Others may look at Palin and think that she mostly profited from the ’08 race, but it’s clear from her comments that she found much of the experience searing, and remains bitter about the way she and her family were treated. She talked about “bullying campaign advisers who are not able to run for dogcatcher, who tell the candidate what to say,” a message that could be interpreted as meant for Romney, whose tightly scripted campaign has left him at times seeming robotic and lacking humanity. She said the GOP nominee must be “a passionate fighter for American ideals,” and someone who can “instinctively turn right to the Constitution” for guidance. She uses the term “constitutional conservative,” and says, “it’s too late in the game to teach it, or spin it; it has to be there.”

Palin’s ability to deliver a scathing critique of President Obama, which drew a raucous response from the CPAC crowd, makes her a valuable addition to the campaign trail for her party’s nominee. She brings a taunting quality to some of the GOP’s familiar themes, referring to Obama as a “community organizer apologizing for America,” and ridiculing Obama’s favorite slogans, “Hope and change, yeah, you got to hope things change.” While the crowd chanted U-S-A, Palin topped off her riff with “Keep your change—We’ll keep our God, our guns, our Constitution.”

Palin turned Obama’s emphasis on the wealth gap in America to her advantage, and that of her Tea Party allies. Drawing on a Washington Post investigation of how members of Congress in both parties come to Washington as men and women of modest means yet manage to get rich, she said they “spread the wealth around” to their family and friends. Dubbing this “Obama’s Washington,” Palin noted that 7 of the 10 wealthiest counties in the country surround Washington D.C. “This is the government rich,” she proclaimed. “They come to D.C., denouncing the place; after a year or two, it’s not a cesspool, it’s more like a hot tub. … It’s time we drain the Jacuzzi and throw the bums out with the bath water.”
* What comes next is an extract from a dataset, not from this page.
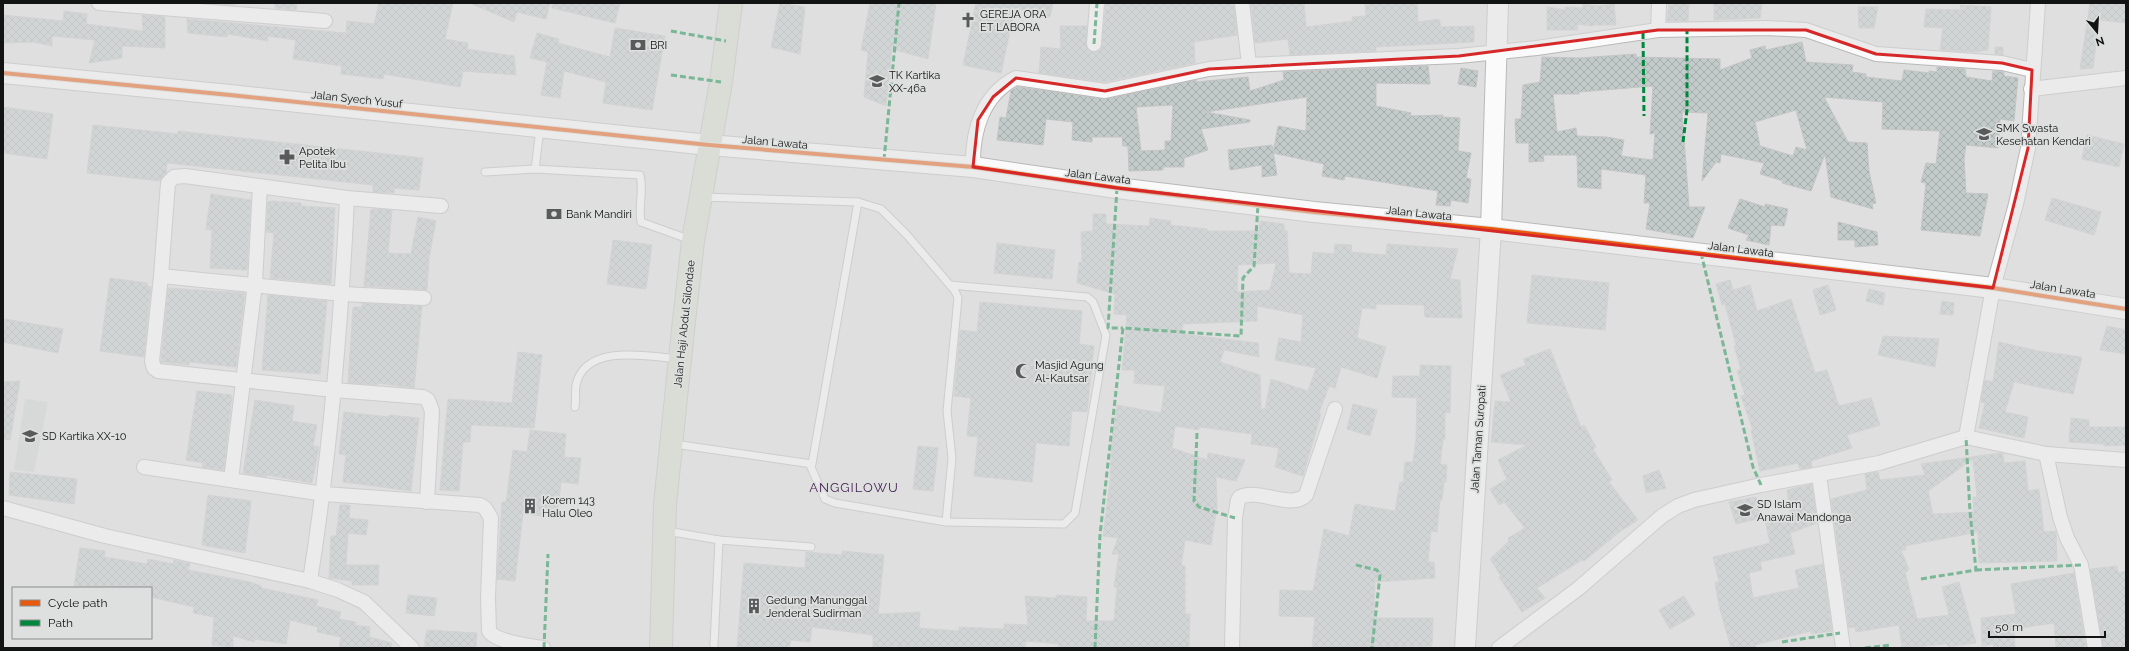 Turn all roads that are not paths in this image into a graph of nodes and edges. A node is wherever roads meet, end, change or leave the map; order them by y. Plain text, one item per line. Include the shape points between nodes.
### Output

That of course includes Republicans along with Democrats, as Palin urged conservatives to take back the Senate and fortify the House with Tea Party patriots. She stuck with the anti-Big Government rhetoric that thrust the Tea Party onto center stage two years ago, avoiding the firestorm over the Obama administration’s birth control policy. She noted only that tax dollars subsidize Planned Parenthood, and that Obama believes in centralizing power with health insurance, gas mileage, “even your light bulbs.”

Palin has been largely absent from the GOP primaries, although she has made several encouraging comments about Gingrich from the relative safety of Fox News, where she has a million-dollar-a-year contract. But she still has star appeal, and her ability to channel the Tea Party could make a difference in November, especially if the nominee is Romney.